陸は不思議そうな顔をしながらコーンフレークが乗った生クリームをすくい上げると、それを口にパクリとくわえこんだ。
「バ、バードさん……。これ……」
眉をしかめがならバードを振り向く陸。
(や、やったぞ。これは間違いなくマズイ物を食べた時の反応)
バードは机の下で小さく拳を握り込んで上下させた。
「こ、これがどうしたんだ? さあ、早く、早く言いたまえ」
「バードさん、これ……、めっちゃ美味しいです!!」
ガラガラ ドシャーン
バードのプライドを守るコンクリートの壁が音を立てて崩れ落ちた。
「バードさんも食べてみてくださいよ! コーンフレークが足されたことで触感にインパクトが出ましたよ! アメリカの魂を乗せる作戦、大成功ですね!」
バードは歯がゆさのあまり、わなわなと背中を震わせた。
(なにが「大成功ですね!」だよ。コーンフレークのことを軽々しく語るんじゃない!)
バードは思ったが、とりあえず
「ま、まあ、コーンフレークは、な、何と組み合わせても、あ、相性がいいからな」
と、動揺を悟られないように、無難な受け答えを返すのだった。
「あらまぁ。コーンフレークにそんな効果があったとはねぇ。まあ、これはこれでアリかもしれないわね。
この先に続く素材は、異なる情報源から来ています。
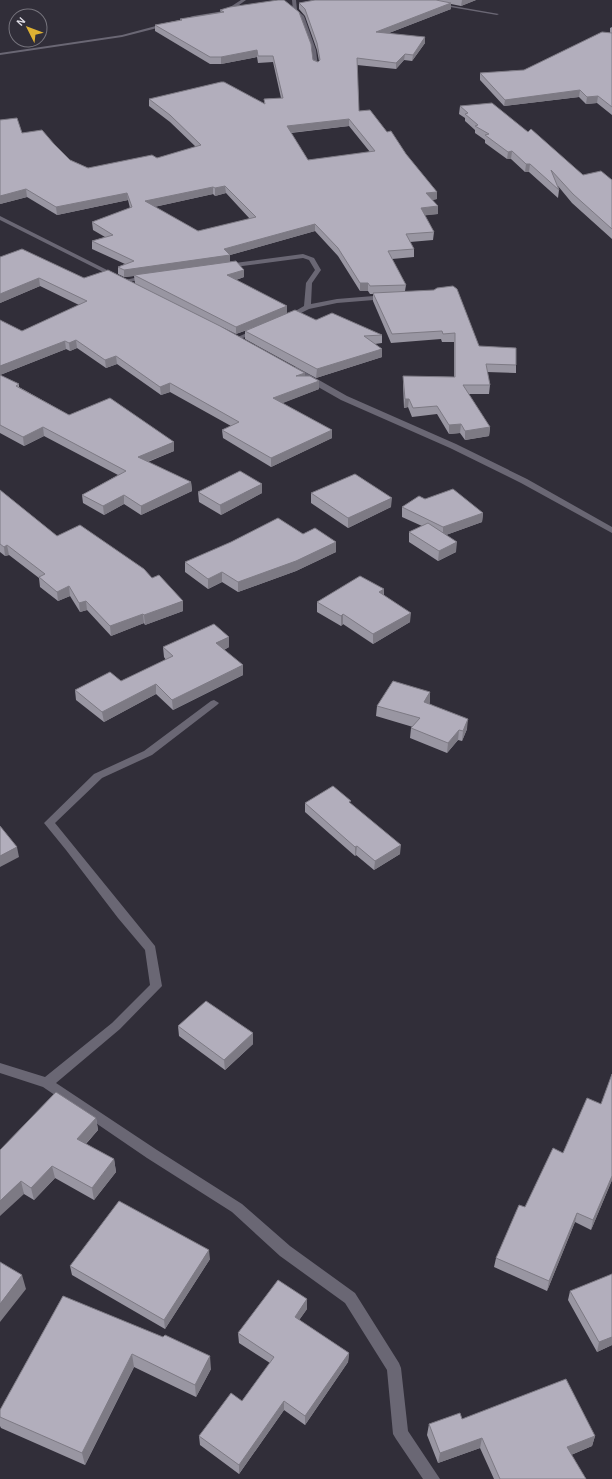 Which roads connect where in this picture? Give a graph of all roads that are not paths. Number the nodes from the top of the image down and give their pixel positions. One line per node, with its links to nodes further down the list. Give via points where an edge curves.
1 (244, 0): 6 (street)
2 (295, 0): 4 (street); 9 (street, via 295,11 302,16 314,50)
3 (411, 0): 7 (street)
4 (286, 1)
5 (248, 6): 6 (street)
6 (234, 7): 8 (street, via 223,13 195,16 122,36)
7 (497, 14)
8 (0, 54)
9 (316, 66)
10 (0, 218): 13 (street)
11 (219, 267): 16 (street, via 309,257 318,270 309,283)
12 (153, 276): 13 (street)
13 (124, 281): 14 (street)
14 (137, 288)
15 (396, 297): 16 (street, via 337,301)
16 (307, 307): 17 (street)
17 (277, 322)
18 (263, 328): 19 (street)
19 (236, 339)
20 (287, 366): 21 (street, via 344,398 453,446 524,481)
21 (612, 530)
22 (214, 703): 24 (street, via 148,752 98,776 49,823 151,949 156,986 116,1026)
23 (0, 1068): 24 (street)
24 (47, 1083): 25 (street, via 237,1208 285,1251 350,1298 394,1368 401,1434)
25 (432, 1479)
さあ、陸さんの感想も聞けたことだし、そろそろ新メニューの採択を始めませんこと?」
シャオミンがここぞとばかりに採択の決断を皆に迫った。
店長に視線を送る『シャオミン』『バード』『陸』の3人。
長かった戦いに、今決着の時が迫っている。
持てる力を全て出し切った戦士たち。
彼らが流した汗を、涙を、私たちは永遠に忘れない。
勝利の栄冠を手にするのは、はたして『噴火バーグ』なのか、それとも『苺モンスター』なのか。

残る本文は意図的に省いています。